- Data for the task -
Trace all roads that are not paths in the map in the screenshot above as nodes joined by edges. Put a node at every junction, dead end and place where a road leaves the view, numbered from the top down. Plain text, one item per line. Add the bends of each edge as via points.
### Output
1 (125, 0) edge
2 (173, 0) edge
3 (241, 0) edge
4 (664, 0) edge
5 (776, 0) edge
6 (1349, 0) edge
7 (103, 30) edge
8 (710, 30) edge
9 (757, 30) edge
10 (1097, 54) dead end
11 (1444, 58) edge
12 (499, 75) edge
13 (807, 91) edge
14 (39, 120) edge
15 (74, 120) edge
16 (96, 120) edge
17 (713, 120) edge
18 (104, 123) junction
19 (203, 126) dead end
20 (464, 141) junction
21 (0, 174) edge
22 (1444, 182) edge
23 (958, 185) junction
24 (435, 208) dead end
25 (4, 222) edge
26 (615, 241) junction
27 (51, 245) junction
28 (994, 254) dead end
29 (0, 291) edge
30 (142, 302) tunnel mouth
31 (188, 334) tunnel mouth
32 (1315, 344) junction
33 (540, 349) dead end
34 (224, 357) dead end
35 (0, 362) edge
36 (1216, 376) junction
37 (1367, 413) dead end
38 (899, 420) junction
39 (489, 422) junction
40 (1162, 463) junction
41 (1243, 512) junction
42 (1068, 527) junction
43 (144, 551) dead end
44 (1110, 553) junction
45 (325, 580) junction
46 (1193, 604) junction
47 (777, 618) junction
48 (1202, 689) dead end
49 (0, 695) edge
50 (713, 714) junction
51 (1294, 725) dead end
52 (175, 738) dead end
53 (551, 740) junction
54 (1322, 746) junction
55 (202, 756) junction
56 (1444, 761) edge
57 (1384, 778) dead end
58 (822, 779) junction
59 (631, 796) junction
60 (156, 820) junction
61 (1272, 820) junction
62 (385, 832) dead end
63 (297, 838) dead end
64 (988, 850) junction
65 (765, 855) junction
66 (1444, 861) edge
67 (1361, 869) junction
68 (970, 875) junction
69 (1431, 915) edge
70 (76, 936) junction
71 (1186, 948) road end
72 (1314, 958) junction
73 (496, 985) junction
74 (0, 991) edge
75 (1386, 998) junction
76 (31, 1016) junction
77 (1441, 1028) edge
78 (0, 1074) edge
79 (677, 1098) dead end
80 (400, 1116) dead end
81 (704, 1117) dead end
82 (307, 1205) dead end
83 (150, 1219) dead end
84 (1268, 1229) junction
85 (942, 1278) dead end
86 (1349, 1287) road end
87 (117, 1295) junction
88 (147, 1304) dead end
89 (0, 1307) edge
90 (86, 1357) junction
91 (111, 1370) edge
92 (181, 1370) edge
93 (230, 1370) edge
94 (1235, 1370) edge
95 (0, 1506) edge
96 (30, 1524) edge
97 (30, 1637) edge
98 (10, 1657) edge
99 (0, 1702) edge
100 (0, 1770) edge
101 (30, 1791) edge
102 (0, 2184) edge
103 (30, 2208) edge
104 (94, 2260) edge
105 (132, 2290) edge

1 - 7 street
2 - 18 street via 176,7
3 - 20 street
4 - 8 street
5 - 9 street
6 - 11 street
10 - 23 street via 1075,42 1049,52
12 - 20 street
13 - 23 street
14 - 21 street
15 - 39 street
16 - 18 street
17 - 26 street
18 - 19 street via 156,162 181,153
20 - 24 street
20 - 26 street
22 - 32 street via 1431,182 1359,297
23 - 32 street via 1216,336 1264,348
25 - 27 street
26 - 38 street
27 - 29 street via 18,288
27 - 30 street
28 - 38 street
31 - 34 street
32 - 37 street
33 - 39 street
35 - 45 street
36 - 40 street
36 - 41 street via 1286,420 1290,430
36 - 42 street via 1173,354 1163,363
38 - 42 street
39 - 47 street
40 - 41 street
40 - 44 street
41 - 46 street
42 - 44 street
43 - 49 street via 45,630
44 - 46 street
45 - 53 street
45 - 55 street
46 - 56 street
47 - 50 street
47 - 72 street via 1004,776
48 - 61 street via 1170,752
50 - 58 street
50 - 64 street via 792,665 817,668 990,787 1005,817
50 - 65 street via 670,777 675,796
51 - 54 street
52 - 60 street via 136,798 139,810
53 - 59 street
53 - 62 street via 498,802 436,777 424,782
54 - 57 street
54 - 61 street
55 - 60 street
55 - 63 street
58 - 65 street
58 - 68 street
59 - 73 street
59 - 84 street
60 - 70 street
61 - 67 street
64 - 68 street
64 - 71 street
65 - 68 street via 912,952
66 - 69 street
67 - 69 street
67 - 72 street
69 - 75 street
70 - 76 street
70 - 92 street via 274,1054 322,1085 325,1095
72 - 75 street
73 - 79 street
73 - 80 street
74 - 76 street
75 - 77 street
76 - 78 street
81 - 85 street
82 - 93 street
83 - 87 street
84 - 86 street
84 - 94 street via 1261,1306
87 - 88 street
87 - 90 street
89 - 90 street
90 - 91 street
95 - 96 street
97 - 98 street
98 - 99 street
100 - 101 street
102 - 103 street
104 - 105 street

- What this task involves -
Reprint the entire listing exactly.

- Response below -
Trace all roads that are not paths in the map in the screenshot above as nodes joined by edges. Put a node at every junction, dead end and place where a road leaves the view, numbered from the top down. Plain text, one item per line. Add the bends of each edge as via points.
### Output
1 (125, 0) edge
2 (173, 0) edge
3 (241, 0) edge
4 (664, 0) edge
5 (776, 0) edge
6 (1349, 0) edge
7 (103, 30) edge
8 (710, 30) edge
9 (757, 30) edge
10 (1097, 54) dead end
11 (1444, 58) edge
12 (499, 75) edge
13 (807, 91) edge
14 (39, 120) edge
15 (74, 120) edge
16 (96, 120) edge
17 (713, 120) edge
18 (104, 123) junction
19 (203, 126) dead end
20 (464, 141) junction
21 (0, 174) edge
22 (1444, 182) edge
23 (958, 185) junction
24 (435, 208) dead end
25 (4, 222) edge
26 (615, 241) junction
27 (51, 245) junction
28 (994, 254) dead end
29 (0, 291) edge
30 (142, 302) tunnel mouth
31 (188, 334) tunnel mouth
32 (1315, 344) junction
33 (540, 349) dead end
34 (224, 357) dead end
35 (0, 362) edge
36 (1216, 376) junction
37 (1367, 413) dead end
38 (899, 420) junction
39 (489, 422) junction
40 (1162, 463) junction
41 (1243, 512) junction
42 (1068, 527) junction
43 (144, 551) dead end
44 (1110, 553) junction
45 (325, 580) junction
46 (1193, 604) junction
47 (777, 618) junction
48 (1202, 689) dead end
49 (0, 695) edge
50 (713, 714) junction
51 (1294, 725) dead end
52 (175, 738) dead end
53 (551, 740) junction
54 (1322, 746) junction
55 (202, 756) junction
56 (1444, 761) edge
57 (1384, 778) dead end
58 (822, 779) junction
59 (631, 796) junction
60 (156, 820) junction
61 (1272, 820) junction
62 (385, 832) dead end
63 (297, 838) dead end
64 (988, 850) junction
65 (765, 855) junction
66 (1444, 861) edge
67 (1361, 869) junction
68 (970, 875) junction
69 (1431, 915) edge
70 (76, 936) junction
71 (1186, 948) road end
72 (1314, 958) junction
73 (496, 985) junction
74 (0, 991) edge
75 (1386, 998) junction
76 (31, 1016) junction
77 (1441, 1028) edge
78 (0, 1074) edge
79 (677, 1098) dead end
80 (400, 1116) dead end
81 (704, 1117) dead end
82 (307, 1205) dead end
83 (150, 1219) dead end
84 (1268, 1229) junction
85 (942, 1278) dead end
86 (1349, 1287) road end
87 (117, 1295) junction
88 (147, 1304) dead end
89 (0, 1307) edge
90 (86, 1357) junction
91 (111, 1370) edge
92 (181, 1370) edge
93 (230, 1370) edge
94 (1235, 1370) edge
95 (0, 1506) edge
96 (30, 1524) edge
97 (30, 1637) edge
98 (10, 1657) edge
99 (0, 1702) edge
100 (0, 1770) edge
101 (30, 1791) edge
102 (0, 2184) edge
103 (30, 2208) edge
104 (94, 2260) edge
105 (132, 2290) edge

1 - 7 street
2 - 18 street via 176,7
3 - 20 street
4 - 8 street
5 - 9 street
6 - 11 street
10 - 23 street via 1075,42 1049,52
12 - 20 street
13 - 23 street
14 - 21 street
15 - 39 street
16 - 18 street
17 - 26 street
18 - 19 street via 156,162 181,153
20 - 24 street
20 - 26 street
22 - 32 street via 1431,182 1359,297
23 - 32 street via 1216,336 1264,348
25 - 27 street
26 - 38 street
27 - 29 street via 18,288
27 - 30 street
28 - 38 street
31 - 34 street
32 - 37 street
33 - 39 street
35 - 45 street
36 - 40 street
36 - 41 street via 1286,420 1290,430
36 - 42 street via 1173,354 1163,363
38 - 42 street
39 - 47 street
40 - 41 street
40 - 44 street
41 - 46 street
42 - 44 street
43 - 49 street via 45,630
44 - 46 street
45 - 53 street
45 - 55 street
46 - 56 street
47 - 50 street
47 - 72 street via 1004,776
48 - 61 street via 1170,752
50 - 58 street
50 - 64 street via 792,665 817,668 990,787 1005,817
50 - 65 street via 670,777 675,796
51 - 54 street
52 - 60 street via 136,798 139,810
53 - 59 street
53 - 62 street via 498,802 436,777 424,782
54 - 57 street
54 - 61 street
55 - 60 street
55 - 63 street
58 - 65 street
58 - 68 street
59 - 73 street
59 - 84 street
60 - 70 street
61 - 67 street
64 - 68 street
64 - 71 street
65 - 68 street via 912,952
66 - 69 street
67 - 69 street
67 - 72 street
69 - 75 street
70 - 76 street
70 - 92 street via 274,1054 322,1085 325,1095
72 - 75 street
73 - 79 street
73 - 80 street
74 - 76 street
75 - 77 street
76 - 78 street
81 - 85 street
82 - 93 street
83 - 87 street
84 - 86 street
84 - 94 street via 1261,1306
87 - 88 street
87 - 90 street
89 - 90 street
90 - 91 street
95 - 96 street
97 - 98 street
98 - 99 street
100 - 101 street
102 - 103 street
104 - 105 street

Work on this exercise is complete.